Jones Eleanor, Taylor Beck, MacArthur Christine, Pritchett Ruth, Cummins Carole
Institute for Applied Health Research, University of Birmingham, Edgbaston, Birmingham, B15 2TT, UK.
Syst Rev. 2016 Feb 8;5:24. doi: 10.1186/s13643-016-0193-9.
The length of postnatal hospital stay has declined over the last 40 years. There is little evidence to support a policy of early discharge following birth, and there is some concern about whether early discharge of mothers and babies is safe. The Cochrane review on the effects of early discharge from hospital only included randomised controlled trials (RCTs) which are problematic in this area, and a systematic review including other study designs is required. The aim of this broader systematic review is to determine possible effects of a policy of early postnatal discharge on important maternal and infant health-related outcomes.

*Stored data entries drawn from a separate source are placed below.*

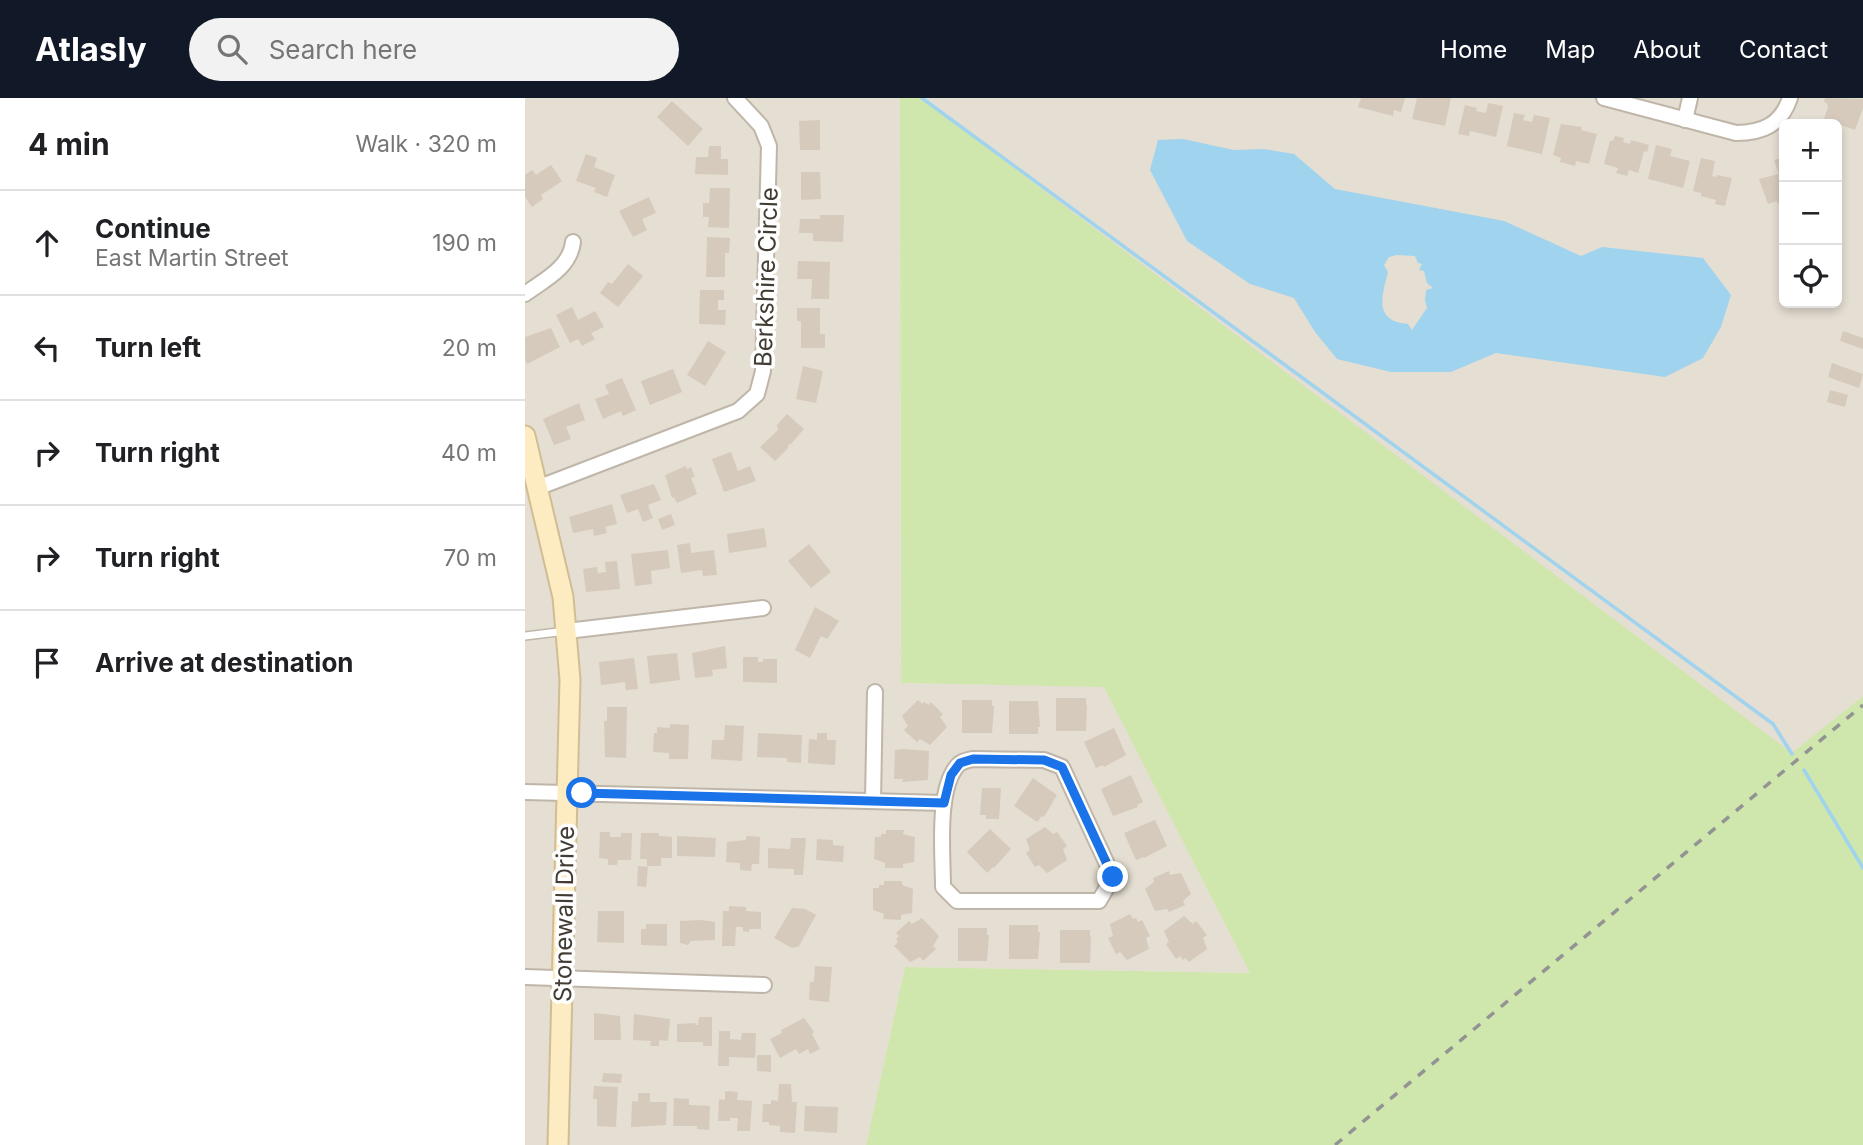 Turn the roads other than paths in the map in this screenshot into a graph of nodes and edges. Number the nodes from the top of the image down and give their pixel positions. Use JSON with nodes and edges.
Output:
{"nodes":[{"id":1,"x":736,"y":98,"type":"edge"},
{"id":2,"x":1604,"y":98,"type":"edge"},
{"id":3,"x":1690,"y":98,"type":"edge"},
{"id":4,"x":1790,"y":98,"type":"edge"},
{"id":5,"x":1685,"y":120,"type":"junction"},
{"id":6,"x":573,"y":242,"type":"dead end"},
{"id":7,"x":525,"y":294,"type":"edge"},
{"id":8,"x":525,"y":436,"type":"edge"},
{"id":9,"x":537,"y":488,"type":"junction"},
{"id":10,"x":763,"y":608,"type":"dead end"},
{"id":11,"x":567,"y":631,"type":"junction"},
{"id":12,"x":525,"y":636,"type":"edge"},
{"id":13,"x":875,"y":692,"type":"dead end"},
{"id":14,"x":525,"y":792,"type":"edge"},
{"id":15,"x":566,"y":793,"type":"junction"},
{"id":16,"x":873,"y":801,"type":"junction"},
{"id":17,"x":944,"y":803,"type":"junction"},
{"id":18,"x":525,"y":976,"type":"edge"},
{"id":19,"x":562,"y":978,"type":"junction"},
{"id":20,"x":764,"y":985,"type":"dead end"},
{"id":21,"x":558,"y":1145,"type":"edge"}],
"edges":[{"from":1,"to":9,"type":"street","name":"Berkshire Circle"},
{"from":2,"to":5,"type":"street"},
{"from":3,"to":5,"type":"street"},
{"from":4,"to":5,"type":"street"},
{"from":6,"to":7,"type":"street"},
{"from":8,"to":9,"type":"street","name":"Stonewall Drive"},
{"from":9,"to":11,"type":"street","name":"Stonewall Drive"},
{"from":10,"to":11,"type":"street"},
{"from":11,"to":12,"type":"lane"},
{"from":11,"to":15,"type":"street","name":"Stonewall Drive"},
{"from":13,"to":16,"type":"street"},
{"from":14,"to":15,"type":"street"},
{"from":15,"to":16,"type":"street"},
{"from":15,"to":19,"type":"street","name":"Stonewall Drive"},
{"from":16,"to":17,"type":"street"},
{"from":17,"to":17,"type":"street"},
{"from":18,"to":19,"type":"street"},
{"from":19,"to":20,"type":"street"},
{"from":19,"to":21,"type":"street","name":"Stonewall Drive"}]}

METHODS/DESIGN: A systematic search of published literature will be conducted for randomised controlled trials, non-randomised controlled trials (NRCTs), controlled before-after studies (CBA), and interrupted time series studies (ITS) that report on the effect of a policy of early postnatal discharge from hospital. Databases including Cochrane CENTRAL, MEDLINE, EMBASE, CINAHL and Science Citation Index will be searched for relevant material. Reference lists of articles will also be searched in addition to searches to identify grey literature. Screening of identified articles and data extraction will be conducted in duplicate and independently. Methodological quality of the included studies will be assessed using the Effective Practice and Organisation of Care (EPOC) criteria for risk of bias tool. Discrepancies will be resolved by consensus or by consulting a third author. Meta-analysis using a random effects model will be used to combine data. Where significant heterogeneity is present, data will be combined in a narrative synthesis. The findings will be reported according to the preferred reporting items for systematic reviews (PRISMA) statement.
Information on the effects of early postnatal discharge from hospital will be important for policy makers and clinicians providing maternity care. This review will also identify any gaps in the current literature on this topic and provide direction for future research in this area of study.
PROSPERO CRD42015020545.
在过去40年里,产后住院时间有所缩短。几乎没有证据支持出生后早期出院的政策,且有人担心母婴早期出院是否安全。Cochrane关于早期出院影响的综述仅纳入了随机对照试验(RCT),而该领域的随机对照试验存在问题,因此需要一项包括其他研究设计的系统综述。这项更广泛的系统综述的目的是确定产后早期出院政策对母婴重要健康相关结局的可能影响。
方法/设计:将对已发表文献进行系统检索,以查找报告产后早期出院政策效果的随机对照试验、非随机对照试验(NRCT)、前后对照研究(CBA)和中断时间序列研究(ITS)。将检索包括Cochrane CENTRAL、MEDLINE、EMBASE、CINAHL和科学引文索引在内的数据库以获取相关资料。除了搜索以识别灰色文献外,还将搜索文章的参考文献列表。将对识别出的文章进行重复和独立的筛选及数据提取。将使用有效实践与护理组织(EPOC)偏倚风险工具标准评估纳入研究的方法学质量。差异将通过共识解决或咨询第三位作者。将使用随机效应模型进行荟萃分析以合并数据。若存在显著异质性,则将数据合并进行叙述性综合分析。研究结果将根据系统综述的首选报告项目(PRISMA)声明进行报告。
关于产后早期出院影响的信息对于提供孕产妇护理的政策制定者和临床医生而言至关重要。本综述还将识别当前关于该主题的文献中的任何空白,并为该研究领域的未来研究提供方向。
PROSPERO CRD42015020545。